:: THE PROBLEM ::
Copy out all of the lines below exactly; the pictures do not belong in the copy.

:: EXTRACTED DATA ::
- - -

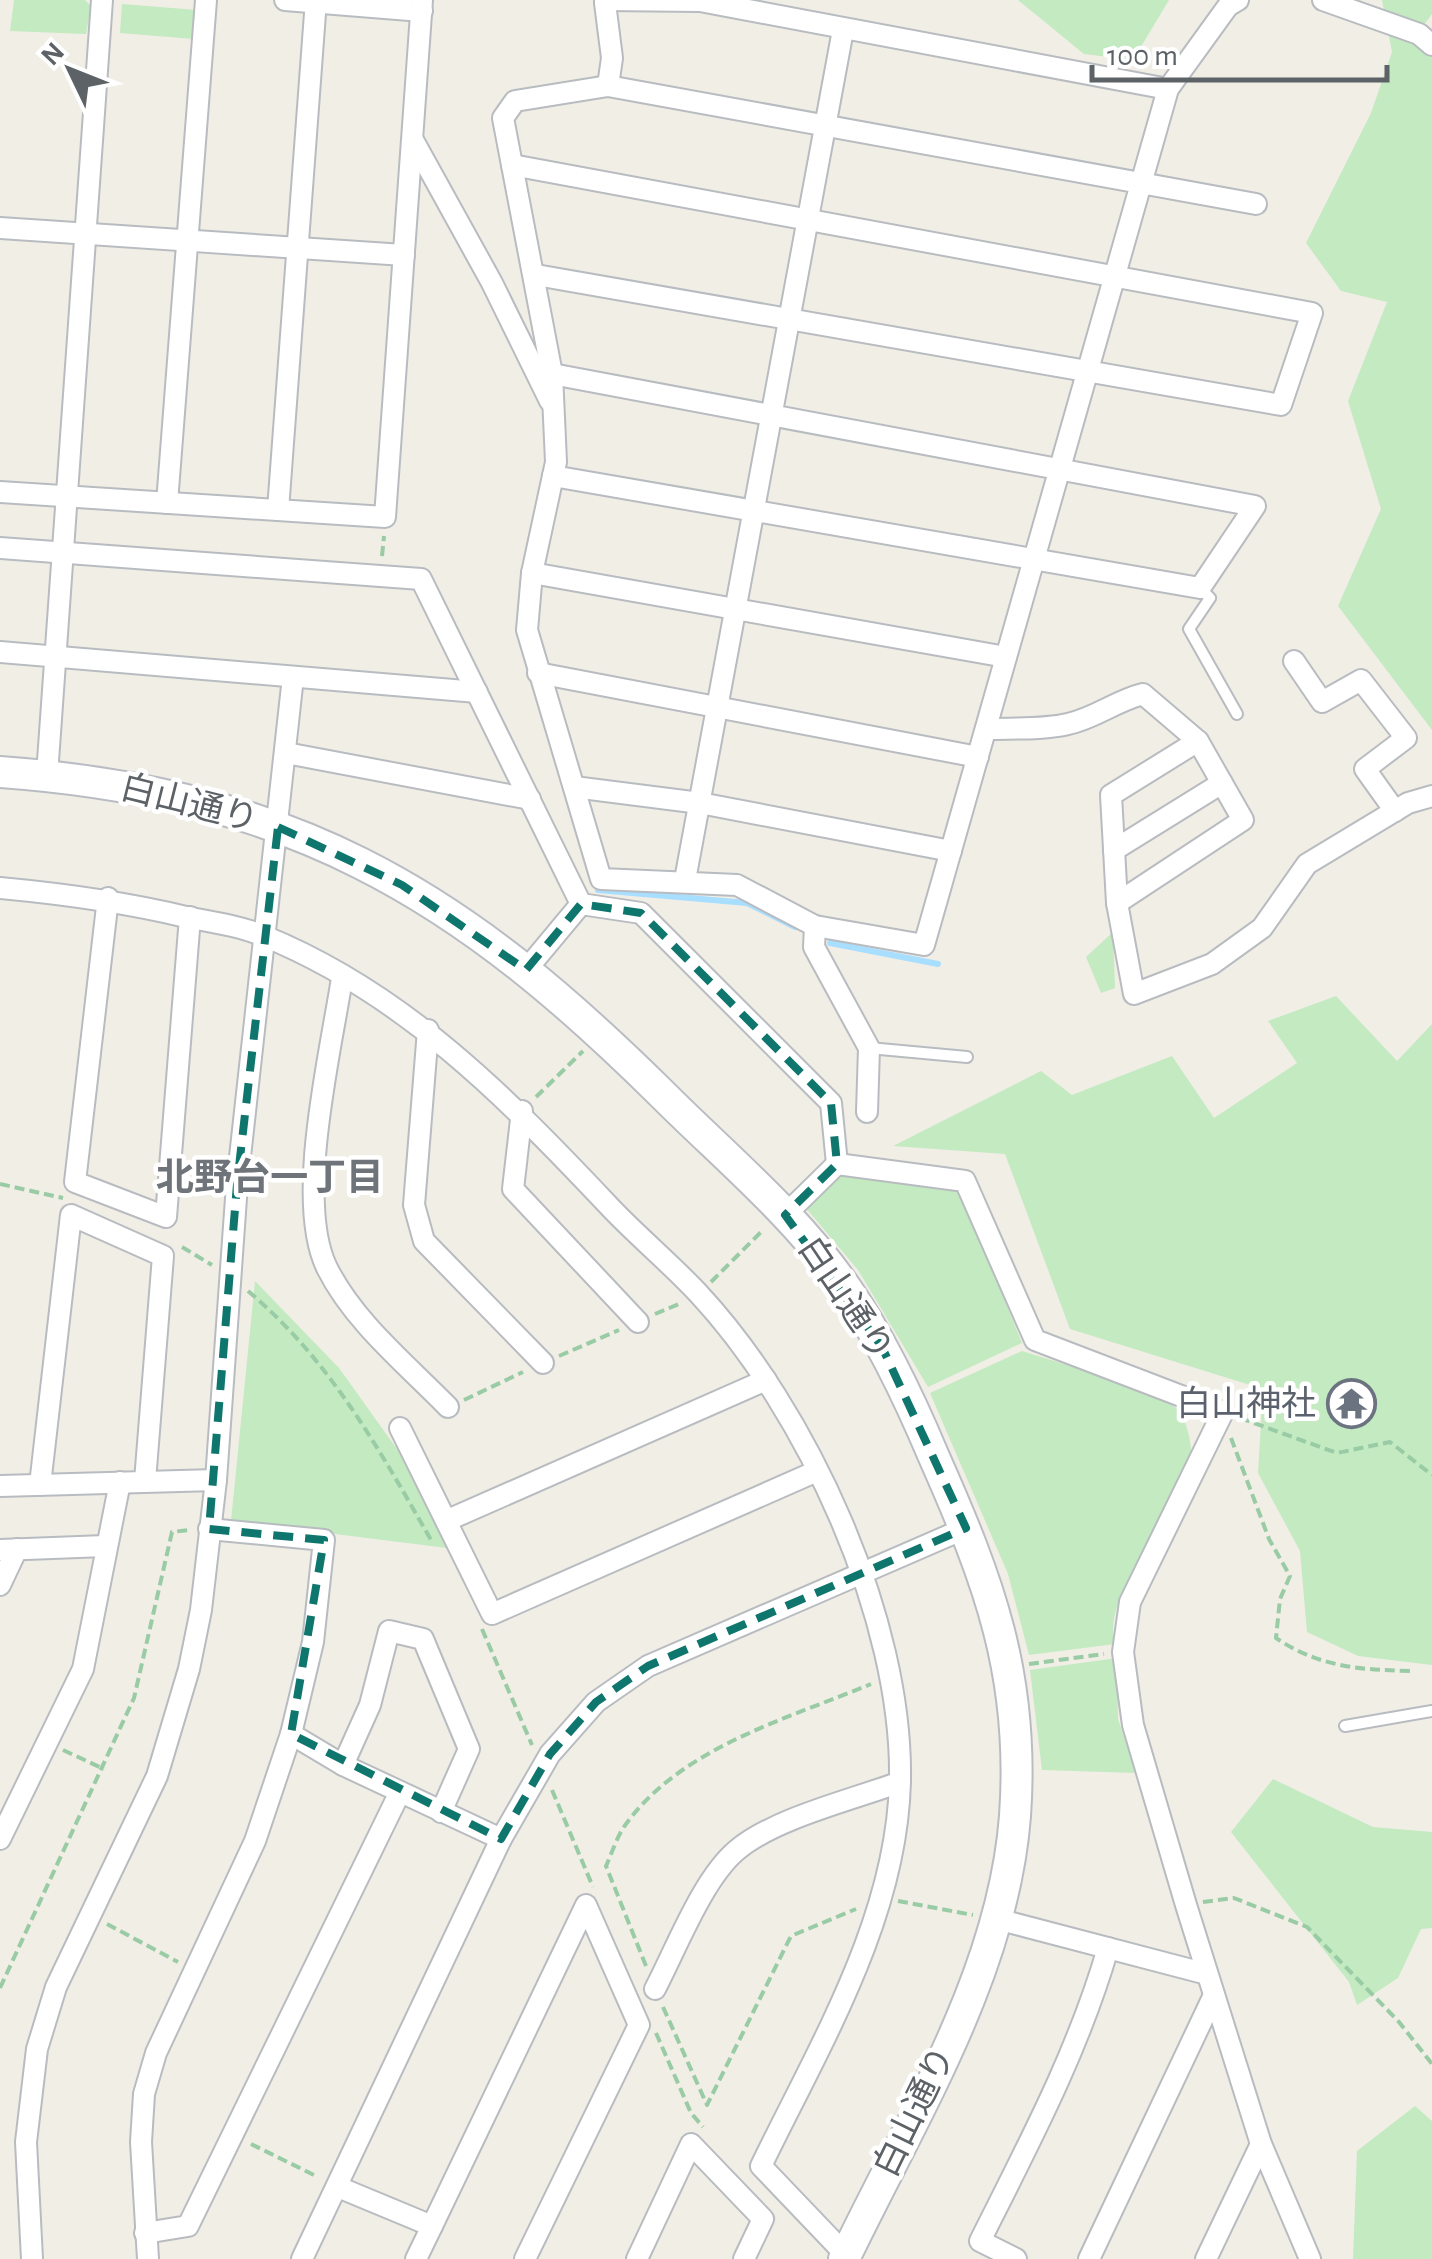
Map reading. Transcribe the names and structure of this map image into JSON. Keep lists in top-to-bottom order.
{
  "streets": {
    "street": ["白山通り"]
  },
  "districts": ["北野台一丁目"],
  "places": {
    "temple": ["白山神社"]
  },
  "scale_bar": "100 m",
  "north": "top left"
}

- - -

:: TASK RESULT ::
Map reading. Transcribe the names and structure of this map image into JSON. Keep lists in top-to-bottom order.
{
  "streets": {
    "street": ["白山通り"]
  },
  "districts": ["北野台一丁目"],
  "places": {
    "temple": ["白山神社"]
  },
  "scale_bar": "100 m",
  "north": "top left"
}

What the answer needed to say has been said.